Großstädte, deren Bevölkerung eine stabile Entwicklung aufweisen, haben grundsätzlich günstigere Voraussetzungen als viele Kommunen anderer Typen, um Herausforderungen der nachhaltigen Entwicklung zu bewältigen. Die individuellen Voraussetzungen können dabei jedoch durch weitere strukturelle und historisch bedingte Faktoren stark variieren. So kann der Stabilitätsbegriff immer nur auf ausgewählte Aspekte der Stadtentwicklung angewendet werden und schließt positive und negative Entwicklungen im Gesamtspektrum der nachhaltigen Entwicklung nicht aus. Zudem ist die Gruppe der Kommunen mit stabiler Entwicklung neben den der schrumpfenden Großstädte die kleinste, da Ereignisse in den externen Rahmenbedingungen, aber auch interne Veränderungen diesen Zustand schnell in Wachstums- oder Schrumpfungsprozesse umwandeln können. In diesem Zusammenhang kommt dem Aufbau und der weiteren Förderung von Resilienz eine besondere Bedeutung zu, d. h. die Fähigkeit des „Systems Stadt", akute Krisen bewältigen oder sich von diesen schnell erholen zu können sowie sich kontinuierlich anzupassen. Resilienz als Standortfaktor, der vor allem (kritische) Infrastrukturen als Grundlage für gesellschaftliche und wirtschaftliche Prozesse in den Blick nimmt, muss daher verstärkt Eingang in die politischen Agenden finden.

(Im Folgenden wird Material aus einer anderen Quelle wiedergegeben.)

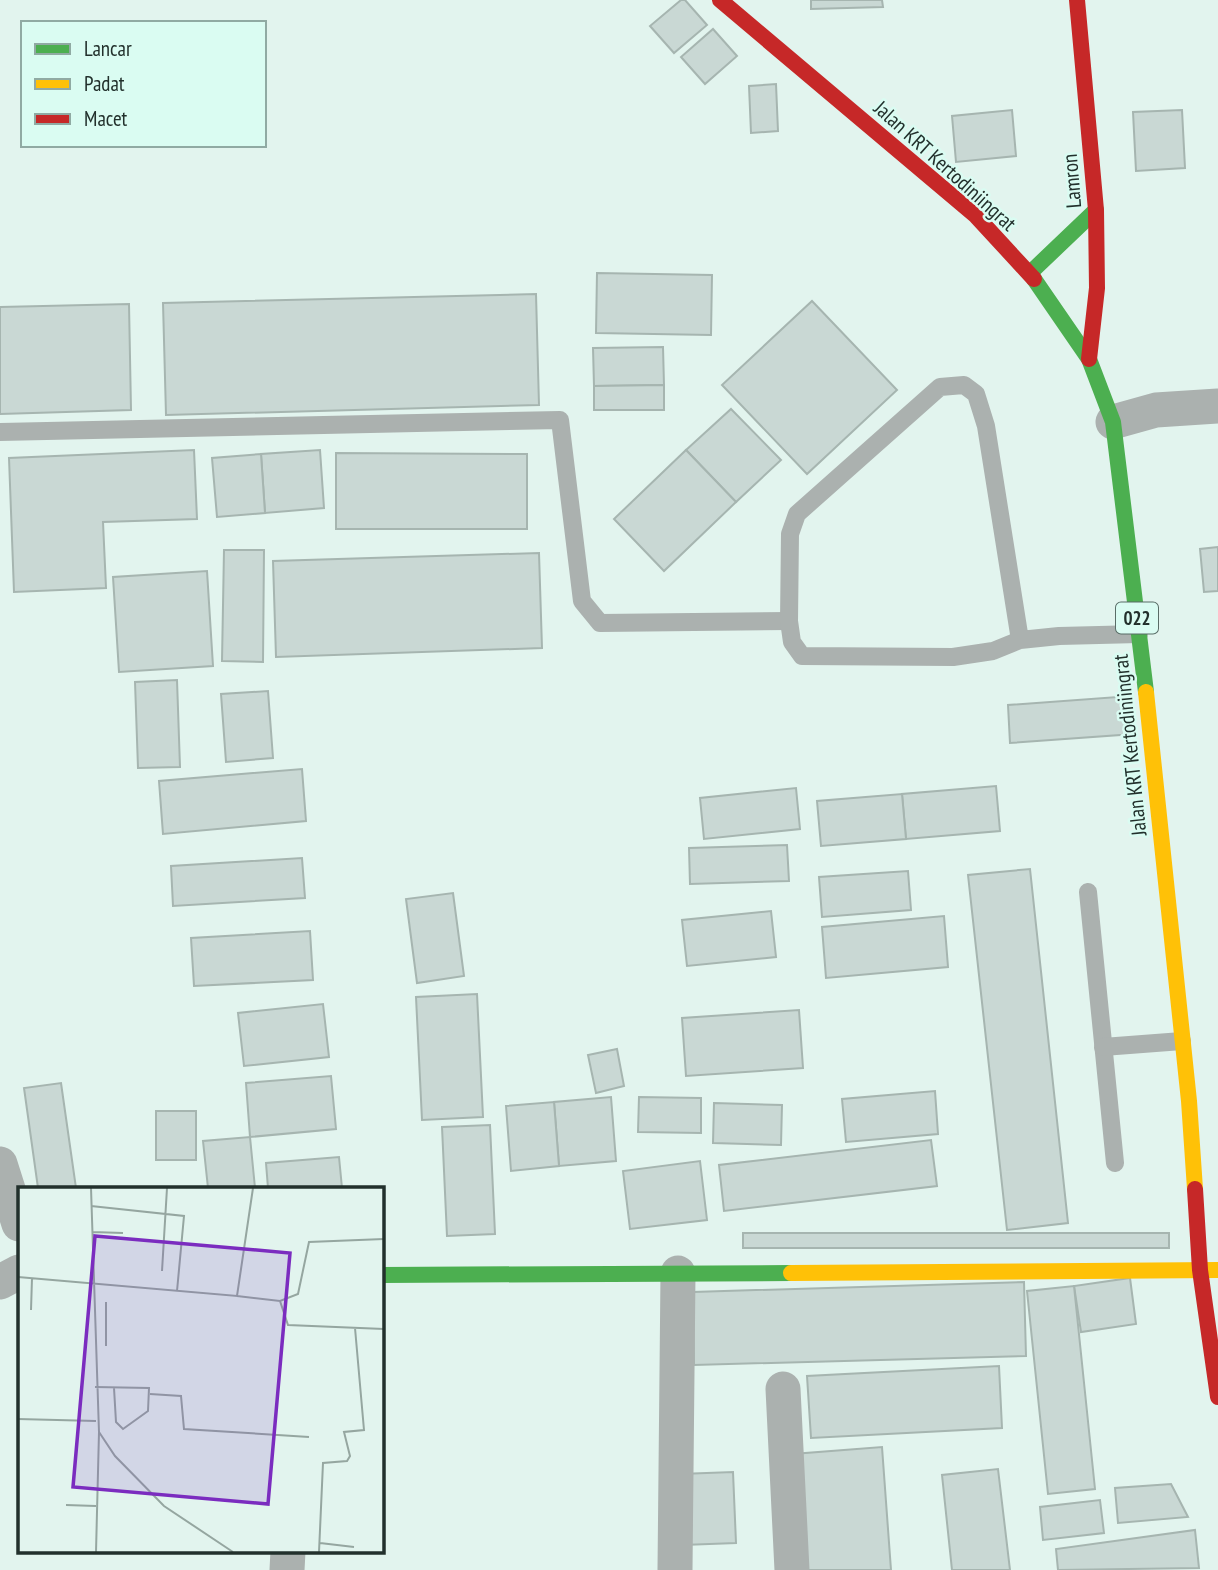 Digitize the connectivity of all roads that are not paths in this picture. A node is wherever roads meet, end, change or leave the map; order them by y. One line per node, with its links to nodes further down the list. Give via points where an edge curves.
1 (720, 0): 4 (main road, Jalan KRT Kertodiniingrat / 022, via 976,215)
2 (1077, 0): 3 (main road, Lamron)
3 (1096, 210): 4 (main road); 5 (main road, Lamron, via 1097,288)
4 (1030, 273): 5 (main road, Jalan KRT Kertodiniingrat / 022)
5 (1089, 359): 7 (main road, Jalan KRT Kertodiniingrat / 022)
6 (1218, 406): 7 (street, via 1156,410)
7 (1113, 422): 10 (main road, Jalan KRT Kertodiniingrat / 022)
8 (0, 432): 9 (lane, via 560,421 582,601 600,623)
9 (789, 621): 11 (lane, via 792,642 802,656 953,657 993,651); 11 (lane, via 790,534 797,514 940,387 964,385 976,394 986,426)
10 (1139, 634): 11 (lane); 13 (main road, Jalan KRT Kertodiniingrat / 022)
11 (1020, 640)
12 (1088, 892): 14 (lane)
13 (1182, 1041): 14 (lane); 18 (main road, Jalan KRT Kertodiniingrat / 022)
14 (1104, 1047): 15 (lane)
15 (1115, 1163)
16 (0, 1164): 17 (street)
17 (18, 1221)
18 (1200, 1270): 19 (main road); 21 (main road); 25 (main road, Jalan KRT Kertodiniingrat / 022)
19 (1218, 1270)
20 (18, 1273): 23 (street)
21 (678, 1273): 22 (main road); 28 (street)
22 (383, 1275)
23 (0, 1282)
24 (783, 1389): 29 (street)
25 (1218, 1396)
26 (288, 1552): 27 (street)
27 (287, 1570)
28 (676, 1570)
29 (792, 1570)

Empfehlung: Soziale und wirtschaftliche Teilhabe stärken

Der Prävention und insbesondere dem Umgang mit der bereits deutlich bestehenden Kinder- bzw. Familienarmut sowie der Armut in der erwachsenen Bevölkerung sollte eine hohe Priorität im kommunalen Handeln zukommen. Hier spielen Präventionsketten, in denen Kindertagesstätten, Familienzentren, Schulen und Nachbarschaftszentren sozialraumorientiert zusammenarbeiten, eine zentrale Rolle. Besonderes Augenmerk sollte auf der Entlastung von Alleinerziehenden liegen, da diese insgesamt stärker armutsgefährdet sind. Ein kleinräumiges Sozialmonitoring kann anzeigen, welche Quartiere besonderen Förder- und Investitionsbedarf haben. Darüber hinaus können finanzielle Unterstützungsleistungen die Zugangsmöglichkeiten von Kindern und Jugendlichen auch beispielsweise zu Sportvereinen, Schulfahrten, außerschulischen Bildungsangeboten und Lernhilfen sowie Lernmaterial verbessern.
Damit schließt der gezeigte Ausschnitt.